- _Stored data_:
-.-.-
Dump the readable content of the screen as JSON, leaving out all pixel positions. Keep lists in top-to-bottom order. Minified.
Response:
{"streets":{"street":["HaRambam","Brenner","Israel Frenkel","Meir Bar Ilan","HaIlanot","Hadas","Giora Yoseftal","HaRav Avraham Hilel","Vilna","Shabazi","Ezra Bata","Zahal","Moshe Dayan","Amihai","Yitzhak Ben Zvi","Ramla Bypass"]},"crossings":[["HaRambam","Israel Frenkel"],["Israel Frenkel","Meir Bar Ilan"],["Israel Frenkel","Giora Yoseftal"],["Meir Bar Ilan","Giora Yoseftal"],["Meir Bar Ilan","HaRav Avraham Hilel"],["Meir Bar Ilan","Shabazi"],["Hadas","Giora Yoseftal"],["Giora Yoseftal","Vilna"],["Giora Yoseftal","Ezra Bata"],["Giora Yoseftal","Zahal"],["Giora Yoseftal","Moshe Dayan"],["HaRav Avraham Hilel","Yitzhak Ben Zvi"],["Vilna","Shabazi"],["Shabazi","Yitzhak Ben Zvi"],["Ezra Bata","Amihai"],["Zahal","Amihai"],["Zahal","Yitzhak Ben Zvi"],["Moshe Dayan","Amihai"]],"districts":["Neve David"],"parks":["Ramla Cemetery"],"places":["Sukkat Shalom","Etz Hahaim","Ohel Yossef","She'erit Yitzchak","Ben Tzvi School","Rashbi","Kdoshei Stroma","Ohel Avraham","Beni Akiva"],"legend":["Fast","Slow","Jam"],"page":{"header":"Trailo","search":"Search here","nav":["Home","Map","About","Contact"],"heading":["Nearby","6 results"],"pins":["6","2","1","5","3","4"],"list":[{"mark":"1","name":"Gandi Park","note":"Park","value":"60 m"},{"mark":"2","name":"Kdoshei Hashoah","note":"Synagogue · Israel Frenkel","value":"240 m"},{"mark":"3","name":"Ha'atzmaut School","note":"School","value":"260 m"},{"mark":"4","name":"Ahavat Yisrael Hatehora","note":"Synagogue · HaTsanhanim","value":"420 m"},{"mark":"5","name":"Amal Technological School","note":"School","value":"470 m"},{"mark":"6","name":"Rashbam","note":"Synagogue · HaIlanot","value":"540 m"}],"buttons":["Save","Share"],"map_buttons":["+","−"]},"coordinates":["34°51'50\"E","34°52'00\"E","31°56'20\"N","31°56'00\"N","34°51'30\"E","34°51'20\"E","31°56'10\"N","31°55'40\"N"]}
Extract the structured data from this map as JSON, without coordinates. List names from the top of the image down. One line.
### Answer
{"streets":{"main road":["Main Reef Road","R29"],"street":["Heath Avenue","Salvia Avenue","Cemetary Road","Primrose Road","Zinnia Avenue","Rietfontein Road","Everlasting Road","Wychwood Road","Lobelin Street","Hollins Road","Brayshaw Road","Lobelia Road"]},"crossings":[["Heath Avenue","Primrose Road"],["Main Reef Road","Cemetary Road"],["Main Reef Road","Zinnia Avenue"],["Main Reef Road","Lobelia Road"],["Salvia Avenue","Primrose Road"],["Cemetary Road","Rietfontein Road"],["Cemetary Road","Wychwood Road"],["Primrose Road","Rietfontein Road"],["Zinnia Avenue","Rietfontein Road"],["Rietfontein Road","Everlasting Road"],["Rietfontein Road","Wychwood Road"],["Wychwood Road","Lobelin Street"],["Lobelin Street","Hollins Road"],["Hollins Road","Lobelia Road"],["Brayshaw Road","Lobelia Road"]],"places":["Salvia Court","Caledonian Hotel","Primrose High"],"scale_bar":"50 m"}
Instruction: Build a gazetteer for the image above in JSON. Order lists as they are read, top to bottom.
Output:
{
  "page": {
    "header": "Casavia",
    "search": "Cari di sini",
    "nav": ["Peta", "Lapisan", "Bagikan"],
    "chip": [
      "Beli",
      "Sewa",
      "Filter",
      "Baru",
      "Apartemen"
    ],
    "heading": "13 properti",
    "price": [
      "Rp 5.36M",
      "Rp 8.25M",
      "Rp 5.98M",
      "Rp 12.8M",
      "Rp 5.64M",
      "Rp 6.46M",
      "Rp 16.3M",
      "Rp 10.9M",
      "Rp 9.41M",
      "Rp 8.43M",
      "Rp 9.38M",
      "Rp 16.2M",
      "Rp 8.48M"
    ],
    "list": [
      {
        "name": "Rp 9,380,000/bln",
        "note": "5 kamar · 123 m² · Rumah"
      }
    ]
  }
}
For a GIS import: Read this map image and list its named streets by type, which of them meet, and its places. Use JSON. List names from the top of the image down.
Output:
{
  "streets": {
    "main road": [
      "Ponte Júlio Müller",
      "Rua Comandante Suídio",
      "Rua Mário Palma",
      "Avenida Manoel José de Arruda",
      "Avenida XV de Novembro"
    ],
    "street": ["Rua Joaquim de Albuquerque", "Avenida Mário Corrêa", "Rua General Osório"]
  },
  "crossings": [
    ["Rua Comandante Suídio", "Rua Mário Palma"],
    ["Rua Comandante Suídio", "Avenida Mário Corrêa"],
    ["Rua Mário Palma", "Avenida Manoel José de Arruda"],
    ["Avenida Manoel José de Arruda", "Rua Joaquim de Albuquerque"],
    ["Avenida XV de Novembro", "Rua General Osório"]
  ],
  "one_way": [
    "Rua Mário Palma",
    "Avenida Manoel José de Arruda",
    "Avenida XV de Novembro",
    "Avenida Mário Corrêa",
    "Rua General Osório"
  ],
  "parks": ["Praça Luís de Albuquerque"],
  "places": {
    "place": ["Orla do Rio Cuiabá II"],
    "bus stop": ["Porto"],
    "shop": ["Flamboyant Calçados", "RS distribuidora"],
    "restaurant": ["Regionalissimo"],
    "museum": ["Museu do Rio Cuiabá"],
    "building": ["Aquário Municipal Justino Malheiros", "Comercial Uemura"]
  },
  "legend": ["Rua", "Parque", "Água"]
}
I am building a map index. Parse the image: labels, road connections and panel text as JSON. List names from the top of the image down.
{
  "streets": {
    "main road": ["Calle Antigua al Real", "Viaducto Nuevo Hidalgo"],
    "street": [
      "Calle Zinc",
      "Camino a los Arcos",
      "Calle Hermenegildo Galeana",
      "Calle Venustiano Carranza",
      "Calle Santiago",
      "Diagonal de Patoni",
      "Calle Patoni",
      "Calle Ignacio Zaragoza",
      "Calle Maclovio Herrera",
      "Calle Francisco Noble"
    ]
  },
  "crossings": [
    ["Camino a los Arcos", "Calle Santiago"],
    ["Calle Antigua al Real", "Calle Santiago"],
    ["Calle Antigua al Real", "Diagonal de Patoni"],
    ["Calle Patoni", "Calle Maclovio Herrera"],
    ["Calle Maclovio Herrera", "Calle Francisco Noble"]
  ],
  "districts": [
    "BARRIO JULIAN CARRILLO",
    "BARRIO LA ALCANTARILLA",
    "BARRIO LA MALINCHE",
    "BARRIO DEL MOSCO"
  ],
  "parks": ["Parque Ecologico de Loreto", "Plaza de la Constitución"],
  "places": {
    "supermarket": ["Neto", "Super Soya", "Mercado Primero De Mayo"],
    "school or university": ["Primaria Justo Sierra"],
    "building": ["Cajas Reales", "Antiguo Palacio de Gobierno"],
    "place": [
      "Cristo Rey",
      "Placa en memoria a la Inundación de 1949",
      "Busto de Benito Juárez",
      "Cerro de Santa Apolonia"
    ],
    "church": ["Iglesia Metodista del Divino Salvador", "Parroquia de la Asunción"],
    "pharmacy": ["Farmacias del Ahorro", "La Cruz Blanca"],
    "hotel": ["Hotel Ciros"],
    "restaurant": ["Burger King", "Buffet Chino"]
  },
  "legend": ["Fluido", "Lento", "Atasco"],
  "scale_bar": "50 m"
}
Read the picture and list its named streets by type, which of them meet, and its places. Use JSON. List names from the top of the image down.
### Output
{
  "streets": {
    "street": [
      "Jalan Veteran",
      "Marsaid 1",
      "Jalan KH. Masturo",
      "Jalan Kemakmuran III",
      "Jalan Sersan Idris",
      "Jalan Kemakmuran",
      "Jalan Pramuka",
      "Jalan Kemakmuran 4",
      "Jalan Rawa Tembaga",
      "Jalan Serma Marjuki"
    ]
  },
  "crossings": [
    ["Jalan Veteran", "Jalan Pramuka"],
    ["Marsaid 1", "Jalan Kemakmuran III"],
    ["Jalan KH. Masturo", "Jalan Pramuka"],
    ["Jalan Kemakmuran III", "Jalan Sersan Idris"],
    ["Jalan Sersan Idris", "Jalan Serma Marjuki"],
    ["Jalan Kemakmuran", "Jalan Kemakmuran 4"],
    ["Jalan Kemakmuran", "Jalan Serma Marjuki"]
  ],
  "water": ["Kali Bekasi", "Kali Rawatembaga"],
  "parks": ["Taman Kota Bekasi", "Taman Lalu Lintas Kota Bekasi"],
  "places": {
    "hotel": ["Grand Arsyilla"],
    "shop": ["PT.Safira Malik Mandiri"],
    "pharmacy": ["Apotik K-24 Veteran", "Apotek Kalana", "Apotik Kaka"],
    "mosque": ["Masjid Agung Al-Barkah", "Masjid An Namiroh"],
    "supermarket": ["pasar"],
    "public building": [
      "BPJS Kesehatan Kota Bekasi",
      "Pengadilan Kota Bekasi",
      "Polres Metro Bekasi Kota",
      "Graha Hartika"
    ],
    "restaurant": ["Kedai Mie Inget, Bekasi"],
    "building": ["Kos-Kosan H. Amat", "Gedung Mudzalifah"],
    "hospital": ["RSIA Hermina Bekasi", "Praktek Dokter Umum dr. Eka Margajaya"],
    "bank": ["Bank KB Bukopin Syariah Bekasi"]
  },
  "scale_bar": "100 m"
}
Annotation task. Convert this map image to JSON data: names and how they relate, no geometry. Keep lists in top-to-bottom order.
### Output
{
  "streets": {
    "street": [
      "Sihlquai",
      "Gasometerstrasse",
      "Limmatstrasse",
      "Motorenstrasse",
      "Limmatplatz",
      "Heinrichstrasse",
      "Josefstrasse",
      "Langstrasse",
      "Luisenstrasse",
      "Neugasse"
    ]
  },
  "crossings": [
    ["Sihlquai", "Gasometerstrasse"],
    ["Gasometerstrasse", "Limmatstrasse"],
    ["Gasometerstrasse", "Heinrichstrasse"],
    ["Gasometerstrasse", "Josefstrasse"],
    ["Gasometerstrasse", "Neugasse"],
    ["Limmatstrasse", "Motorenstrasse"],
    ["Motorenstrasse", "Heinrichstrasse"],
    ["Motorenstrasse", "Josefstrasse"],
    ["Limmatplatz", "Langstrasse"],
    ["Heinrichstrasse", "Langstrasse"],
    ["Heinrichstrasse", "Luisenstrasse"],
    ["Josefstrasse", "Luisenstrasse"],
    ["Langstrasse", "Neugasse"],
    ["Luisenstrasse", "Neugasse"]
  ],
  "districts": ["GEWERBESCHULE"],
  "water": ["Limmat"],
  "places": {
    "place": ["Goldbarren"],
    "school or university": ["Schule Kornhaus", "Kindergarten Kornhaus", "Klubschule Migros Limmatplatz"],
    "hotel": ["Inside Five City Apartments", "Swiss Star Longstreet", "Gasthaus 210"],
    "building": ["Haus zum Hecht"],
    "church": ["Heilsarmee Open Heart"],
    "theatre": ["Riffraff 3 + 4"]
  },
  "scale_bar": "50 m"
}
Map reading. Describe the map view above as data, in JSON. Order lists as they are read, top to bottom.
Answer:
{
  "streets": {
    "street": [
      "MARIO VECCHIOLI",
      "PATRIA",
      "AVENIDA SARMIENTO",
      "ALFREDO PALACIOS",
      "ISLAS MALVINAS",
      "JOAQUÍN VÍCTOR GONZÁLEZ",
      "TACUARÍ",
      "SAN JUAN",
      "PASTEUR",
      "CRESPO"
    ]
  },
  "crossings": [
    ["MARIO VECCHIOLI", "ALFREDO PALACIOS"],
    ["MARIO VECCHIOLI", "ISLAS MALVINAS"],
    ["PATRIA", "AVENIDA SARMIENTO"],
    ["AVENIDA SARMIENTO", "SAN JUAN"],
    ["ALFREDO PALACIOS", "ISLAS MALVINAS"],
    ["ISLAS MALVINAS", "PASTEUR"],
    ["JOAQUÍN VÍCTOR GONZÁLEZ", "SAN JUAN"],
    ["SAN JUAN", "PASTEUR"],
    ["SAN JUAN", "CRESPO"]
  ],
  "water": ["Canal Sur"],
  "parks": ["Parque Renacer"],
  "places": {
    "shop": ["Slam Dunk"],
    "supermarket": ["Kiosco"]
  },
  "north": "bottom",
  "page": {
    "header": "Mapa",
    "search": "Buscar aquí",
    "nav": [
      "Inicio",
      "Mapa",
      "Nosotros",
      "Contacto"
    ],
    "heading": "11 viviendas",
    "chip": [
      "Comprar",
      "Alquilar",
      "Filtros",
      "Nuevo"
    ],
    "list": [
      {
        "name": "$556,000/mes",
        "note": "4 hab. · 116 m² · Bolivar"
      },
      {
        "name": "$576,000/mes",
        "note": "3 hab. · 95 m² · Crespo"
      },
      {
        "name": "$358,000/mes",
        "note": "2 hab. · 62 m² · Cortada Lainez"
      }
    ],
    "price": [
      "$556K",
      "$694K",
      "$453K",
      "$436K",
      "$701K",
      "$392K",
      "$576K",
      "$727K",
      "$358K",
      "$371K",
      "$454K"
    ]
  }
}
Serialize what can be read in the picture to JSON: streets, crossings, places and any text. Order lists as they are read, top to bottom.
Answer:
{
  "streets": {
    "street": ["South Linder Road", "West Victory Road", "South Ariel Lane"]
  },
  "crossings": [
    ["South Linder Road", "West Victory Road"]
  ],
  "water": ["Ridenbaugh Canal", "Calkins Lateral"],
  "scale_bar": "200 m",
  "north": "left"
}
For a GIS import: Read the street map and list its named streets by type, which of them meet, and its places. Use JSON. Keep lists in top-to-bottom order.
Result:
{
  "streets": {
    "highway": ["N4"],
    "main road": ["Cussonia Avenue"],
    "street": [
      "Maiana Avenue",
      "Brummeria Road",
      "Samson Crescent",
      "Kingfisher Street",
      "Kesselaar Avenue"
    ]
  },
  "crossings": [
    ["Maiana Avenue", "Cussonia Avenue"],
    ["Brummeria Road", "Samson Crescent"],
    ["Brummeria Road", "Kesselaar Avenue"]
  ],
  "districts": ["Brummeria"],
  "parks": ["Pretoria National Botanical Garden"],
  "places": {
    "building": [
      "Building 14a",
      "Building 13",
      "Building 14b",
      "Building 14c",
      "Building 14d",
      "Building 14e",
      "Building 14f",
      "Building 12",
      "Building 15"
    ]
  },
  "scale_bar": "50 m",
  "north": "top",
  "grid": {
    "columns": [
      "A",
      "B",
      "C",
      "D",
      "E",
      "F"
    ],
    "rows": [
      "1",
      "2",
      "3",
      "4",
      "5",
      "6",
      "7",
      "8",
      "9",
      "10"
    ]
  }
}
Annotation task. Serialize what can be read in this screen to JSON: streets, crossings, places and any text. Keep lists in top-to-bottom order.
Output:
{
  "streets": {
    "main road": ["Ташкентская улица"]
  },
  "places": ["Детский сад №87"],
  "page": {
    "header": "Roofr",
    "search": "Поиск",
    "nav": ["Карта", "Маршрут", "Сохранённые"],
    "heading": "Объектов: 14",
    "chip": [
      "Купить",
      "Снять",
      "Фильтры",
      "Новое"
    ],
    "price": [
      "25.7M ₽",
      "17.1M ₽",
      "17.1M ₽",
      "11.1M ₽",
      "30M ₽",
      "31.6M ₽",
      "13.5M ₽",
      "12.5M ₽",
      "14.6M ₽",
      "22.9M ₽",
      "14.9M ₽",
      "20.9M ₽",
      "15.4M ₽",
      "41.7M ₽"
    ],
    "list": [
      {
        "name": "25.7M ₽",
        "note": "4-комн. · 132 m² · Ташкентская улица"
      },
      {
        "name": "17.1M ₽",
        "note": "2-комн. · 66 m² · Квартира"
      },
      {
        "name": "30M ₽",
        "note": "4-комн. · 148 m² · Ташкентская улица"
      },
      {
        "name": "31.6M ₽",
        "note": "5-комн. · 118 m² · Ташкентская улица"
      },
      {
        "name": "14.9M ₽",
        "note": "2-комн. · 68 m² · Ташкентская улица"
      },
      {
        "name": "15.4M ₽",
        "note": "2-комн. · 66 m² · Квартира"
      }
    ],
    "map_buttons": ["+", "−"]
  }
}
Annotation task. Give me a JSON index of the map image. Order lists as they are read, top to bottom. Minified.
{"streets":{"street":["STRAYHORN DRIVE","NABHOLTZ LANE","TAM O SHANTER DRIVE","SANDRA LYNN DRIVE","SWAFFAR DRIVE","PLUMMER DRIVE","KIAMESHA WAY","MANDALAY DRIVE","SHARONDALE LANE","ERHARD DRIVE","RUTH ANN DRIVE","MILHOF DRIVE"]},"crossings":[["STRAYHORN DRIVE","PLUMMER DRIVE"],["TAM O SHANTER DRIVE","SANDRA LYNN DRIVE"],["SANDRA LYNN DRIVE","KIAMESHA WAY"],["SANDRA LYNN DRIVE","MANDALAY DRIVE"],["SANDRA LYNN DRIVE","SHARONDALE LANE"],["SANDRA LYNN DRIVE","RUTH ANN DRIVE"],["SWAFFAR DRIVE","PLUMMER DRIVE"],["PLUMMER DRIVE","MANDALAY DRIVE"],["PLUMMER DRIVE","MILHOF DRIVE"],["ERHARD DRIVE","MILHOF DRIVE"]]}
-.-.-
How many lines in the entries include "Cuiabá"? Only the number is wanted.

- _REPLY TO THE EXERCISE_: 2